Predicting Solubility Limits of Organic Solutes for a Wide Range of Solvents and Temperatures Using Machine Learning and Thermodynamics | AIChE

Predicting Solubility Limits of Organic Solutes for a Wide Range of Solvents and Temperatures Using Machine Learning and Thermodynamics

Type

Conference Presentation

Conference Type

AIChE Annual Meeting

Presentation Date

November 15, 2022

Duration

19 minutes

Skill Level

Intermediate

PDHs

0.50

The solubility of organic molecules is crucial in organic synthesis and industrial chemistry, it is important in the design of many phase separation and purification units, and it controls the migration of many species into the environment. Despite its importance, no tool exists to predict the solubility of solids in different organic solvents at various temperatures. Here we present a fast and convenient computational method for estimating the solubility of solid neutral organic molecules in water and many organic solvents for a broad range of temperatures. We provide a method, software package, and on-line tool for the prediction of the solubility based on only the molecule identifiers (SMILES or InChI) of the solute and solvent.

Specific to the pharmaceutical industry, the solubility of active pharmaceutical ingredients (API) in a variety of organic solvents is an important property in the development of new drugs. Many curated databases are available for the aqueous solid solubility of API's as this property is of interest in the initial screening process of potential drugs. Further in the drug development chain during lab-scale synthesis, purification, crystallization, and scale-up from batch to continuous processes, information on the solubility of the API's in organic solvents other than water is required. Despite of the tremendous progress made in machine learning for molecular and material science, for the direct prediction of solid solubility in organic solvents at different temperatures, the application of data driven methods is limited by data abundance. For this reason, data-driven machine learning methods are combined with computational chemistry and thermodynamics for the accurate prediction of solid solubility.

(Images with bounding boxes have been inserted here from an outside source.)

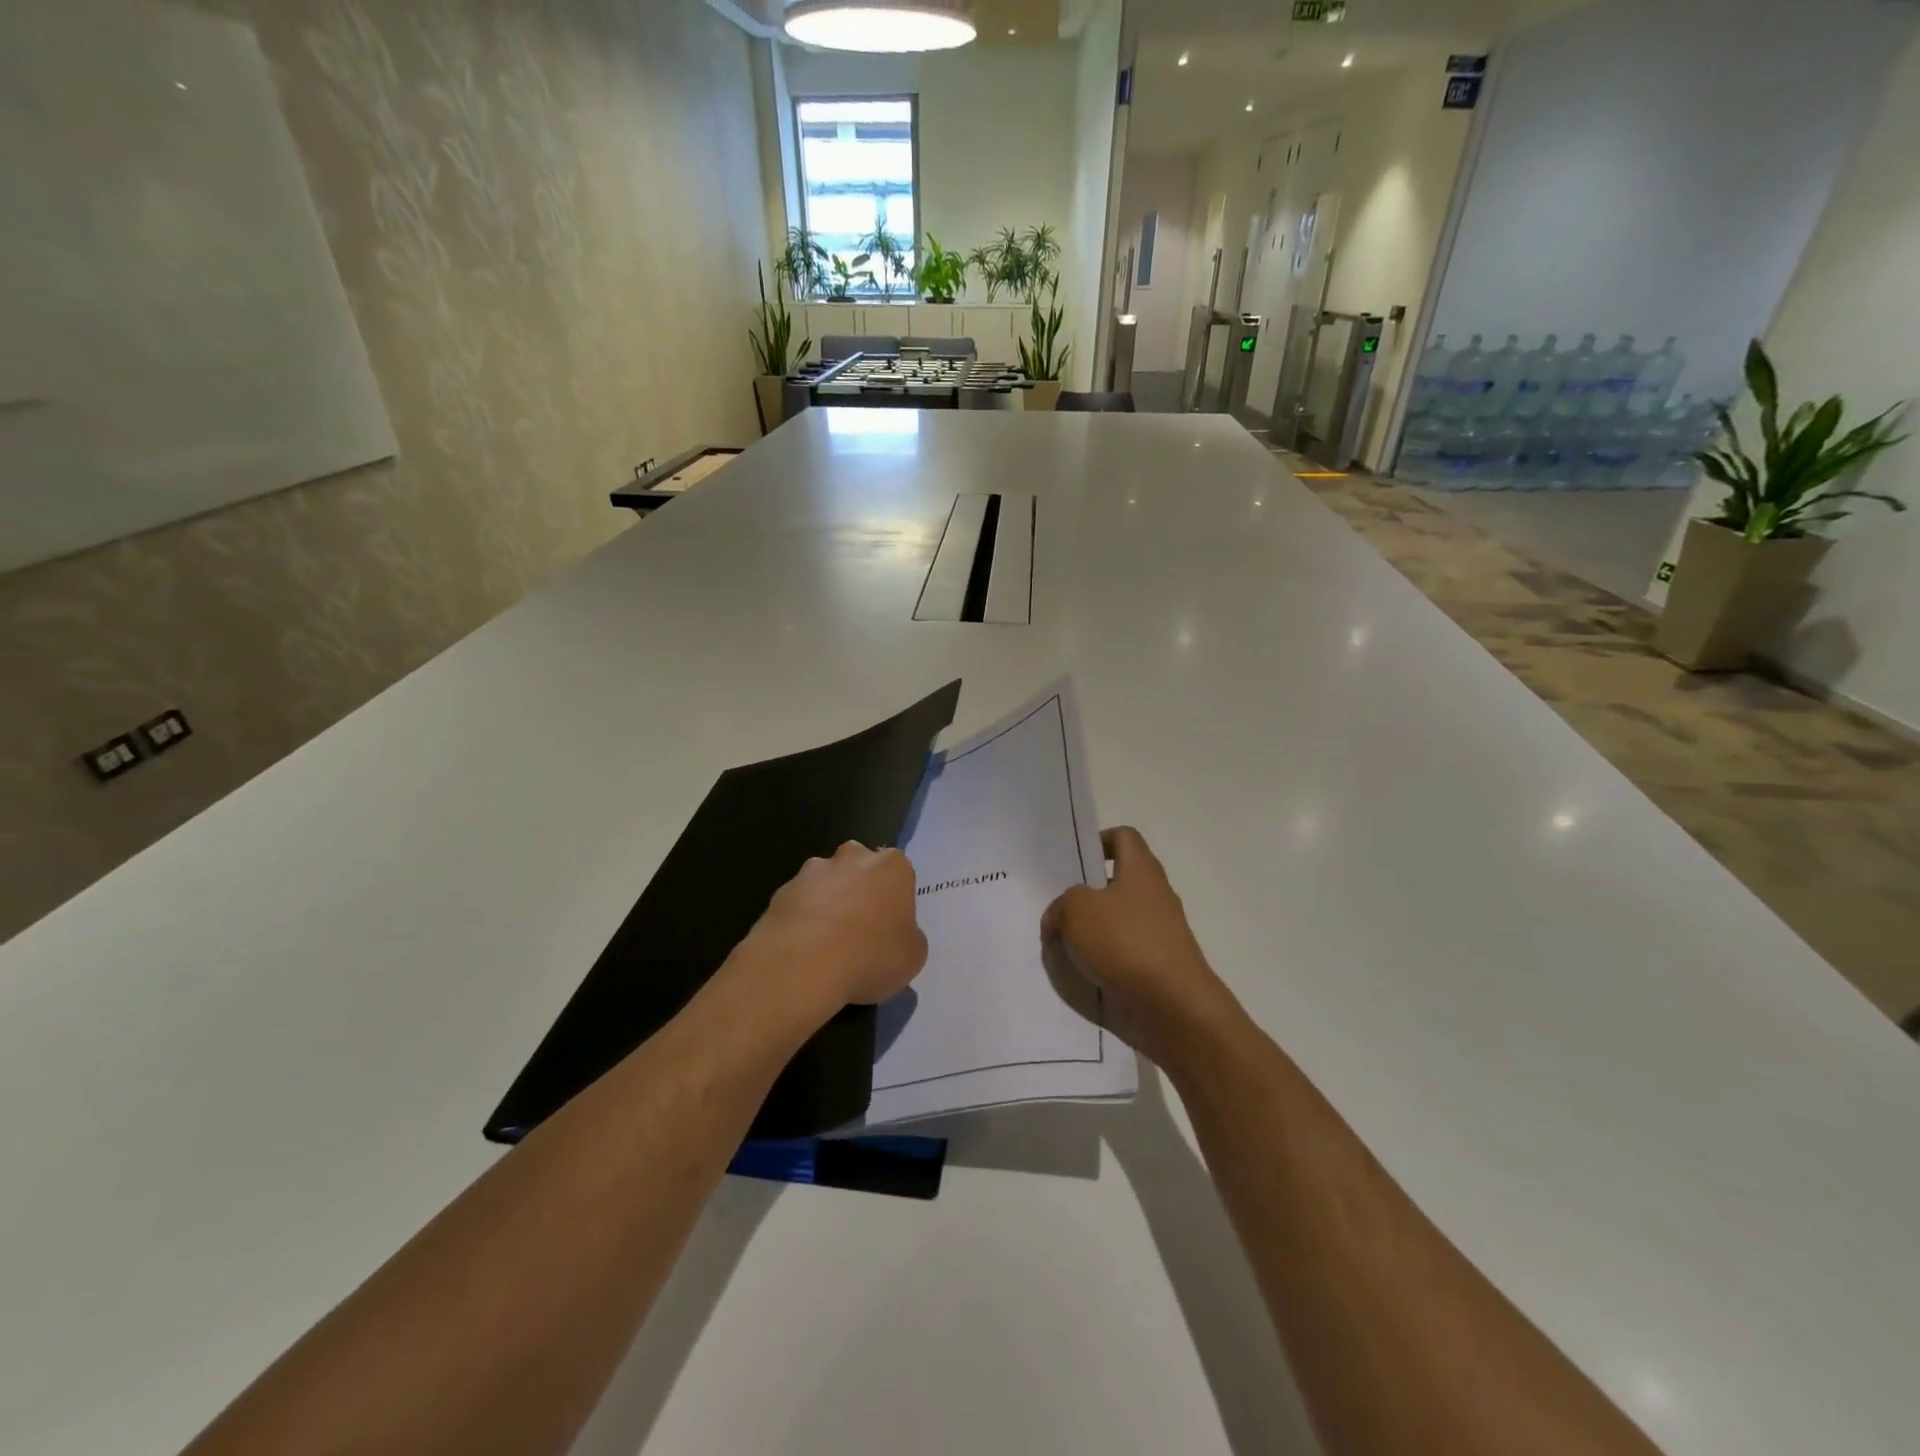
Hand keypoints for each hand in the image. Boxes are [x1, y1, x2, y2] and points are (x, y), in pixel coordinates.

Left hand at [742, 842, 928, 1013]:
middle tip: (860, 930)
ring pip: (826, 883)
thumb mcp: (913, 957)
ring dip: (828, 903)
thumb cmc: (870, 956)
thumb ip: (909, 937)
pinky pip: (799, 903)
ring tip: (826, 944)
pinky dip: (802, 920)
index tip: (891, 928)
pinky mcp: (782, 891)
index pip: (899, 874)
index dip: (895, 901)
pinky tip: (802, 950)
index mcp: (892, 867)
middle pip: (860, 868)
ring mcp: (813, 871)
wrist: (802, 965)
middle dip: (860, 890)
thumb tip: (897, 934)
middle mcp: (853, 858)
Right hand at [1041, 827, 1245, 1072]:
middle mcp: (1155, 895)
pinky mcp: (1159, 965)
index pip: (1124, 837)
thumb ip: (1061, 905)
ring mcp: (1161, 932)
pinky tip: (1081, 971)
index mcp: (1142, 870)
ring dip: (1092, 929)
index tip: (1074, 861)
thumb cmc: (1126, 943)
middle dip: (1087, 892)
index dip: (1099, 840)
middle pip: (1119, 881)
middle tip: (1057, 904)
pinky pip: (1124, 952)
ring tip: (1062, 942)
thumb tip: (1058, 917)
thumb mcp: (1076, 910)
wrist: (1174, 1006)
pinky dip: (1104, 959)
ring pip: (1119, 919)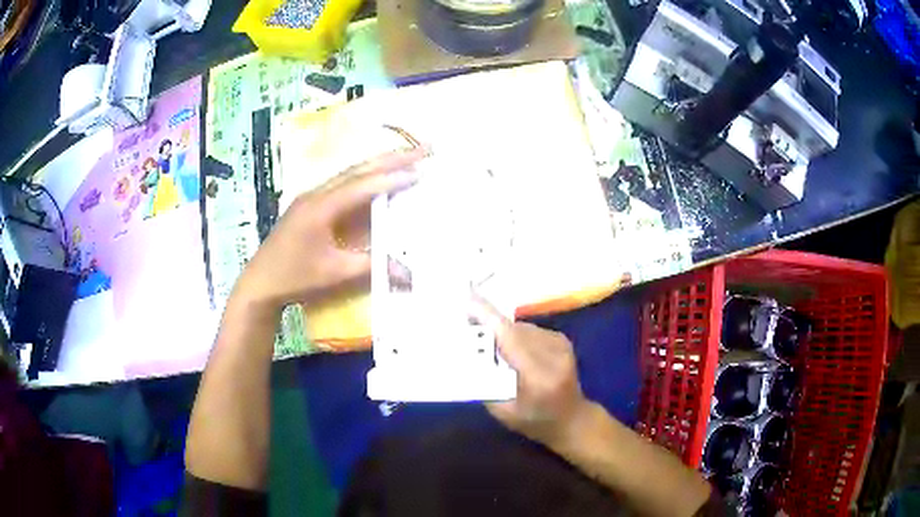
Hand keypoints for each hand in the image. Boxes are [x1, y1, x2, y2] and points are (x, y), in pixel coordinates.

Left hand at [233, 148, 428, 313]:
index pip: (362, 186)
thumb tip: (408, 272)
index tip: (420, 171)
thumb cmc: (295, 277)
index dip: (392, 178)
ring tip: (409, 154)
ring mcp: (311, 196)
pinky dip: (366, 175)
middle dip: (393, 156)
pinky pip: (343, 182)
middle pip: (359, 169)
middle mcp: (316, 193)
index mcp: (321, 207)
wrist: (260, 282)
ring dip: (380, 162)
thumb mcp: (334, 273)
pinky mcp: (310, 203)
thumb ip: (371, 266)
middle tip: (425, 147)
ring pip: (351, 171)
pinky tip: (378, 174)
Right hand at [471, 298, 593, 447]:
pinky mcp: (562, 340)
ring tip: (489, 346)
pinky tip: (513, 352)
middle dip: (488, 326)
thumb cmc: (534, 422)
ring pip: (520, 327)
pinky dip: (516, 336)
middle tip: (467, 329)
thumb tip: (466, 353)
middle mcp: (553, 354)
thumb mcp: (503, 411)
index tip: (466, 300)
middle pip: (513, 329)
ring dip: (502, 333)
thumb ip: (485, 382)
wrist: (572, 419)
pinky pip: (530, 330)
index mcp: (538, 376)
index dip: (488, 317)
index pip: (510, 338)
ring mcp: (561, 344)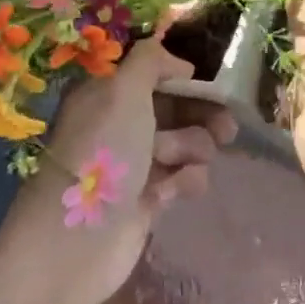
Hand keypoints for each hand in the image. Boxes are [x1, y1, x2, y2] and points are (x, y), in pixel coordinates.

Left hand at [12, 37, 236, 303]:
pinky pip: (180, 179)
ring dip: (192, 150)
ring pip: (183, 144)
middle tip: (227, 128)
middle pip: (173, 110)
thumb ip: (150, 61)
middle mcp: (118, 125)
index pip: (153, 76)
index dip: (184, 80)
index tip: (212, 86)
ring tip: (184, 162)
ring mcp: (132, 165)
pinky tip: (173, 193)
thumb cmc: (102, 154)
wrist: (76, 241)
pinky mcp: (146, 200)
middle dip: (201, 116)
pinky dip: (183, 182)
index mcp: (106, 95)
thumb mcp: (123, 91)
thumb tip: (179, 63)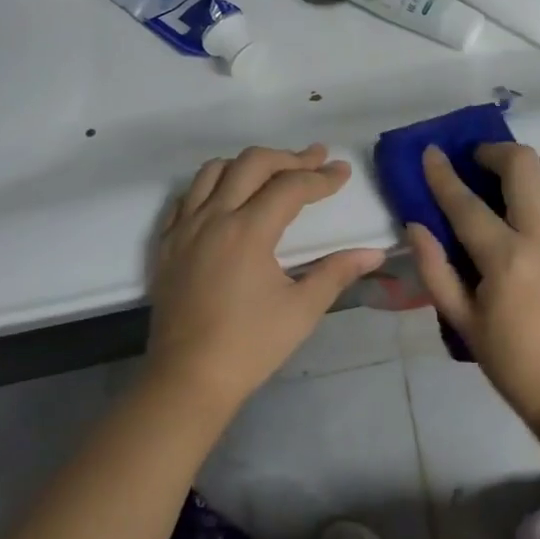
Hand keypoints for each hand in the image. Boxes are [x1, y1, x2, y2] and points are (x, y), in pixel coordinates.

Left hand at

The method uses machine learning for the fast prediction of important properties and thermodynamics to relate those properties to the solid solubility. The machine learning models are used to predict solvation free energy1, solvation enthalpy, Abraham solute parameters2, and aqueous solid solubility at 298K. A transfer learning method combines quantum chemistry and experimental data for the prediction of solvation free energy and enthalpy to broaden the application range of the models to solutes with a higher molar mass1. The Abraham solute parameters are used to calculate the sublimation enthalpy, and the gas and solid phase heat capacities at 298K with correlations recently published by Abraham and Acree3, 4. For temperatures up to 350K, no empirical data is required for the prediction of solid solubility limits. At higher temperatures, the temperature dependence of the dissolution enthalpy has to be accounted for through the temperature dependence of the solvation free energy. To calculate the solvation free energy at higher temperatures we rely on our previously published method5, for which the solvent's critical properties are required.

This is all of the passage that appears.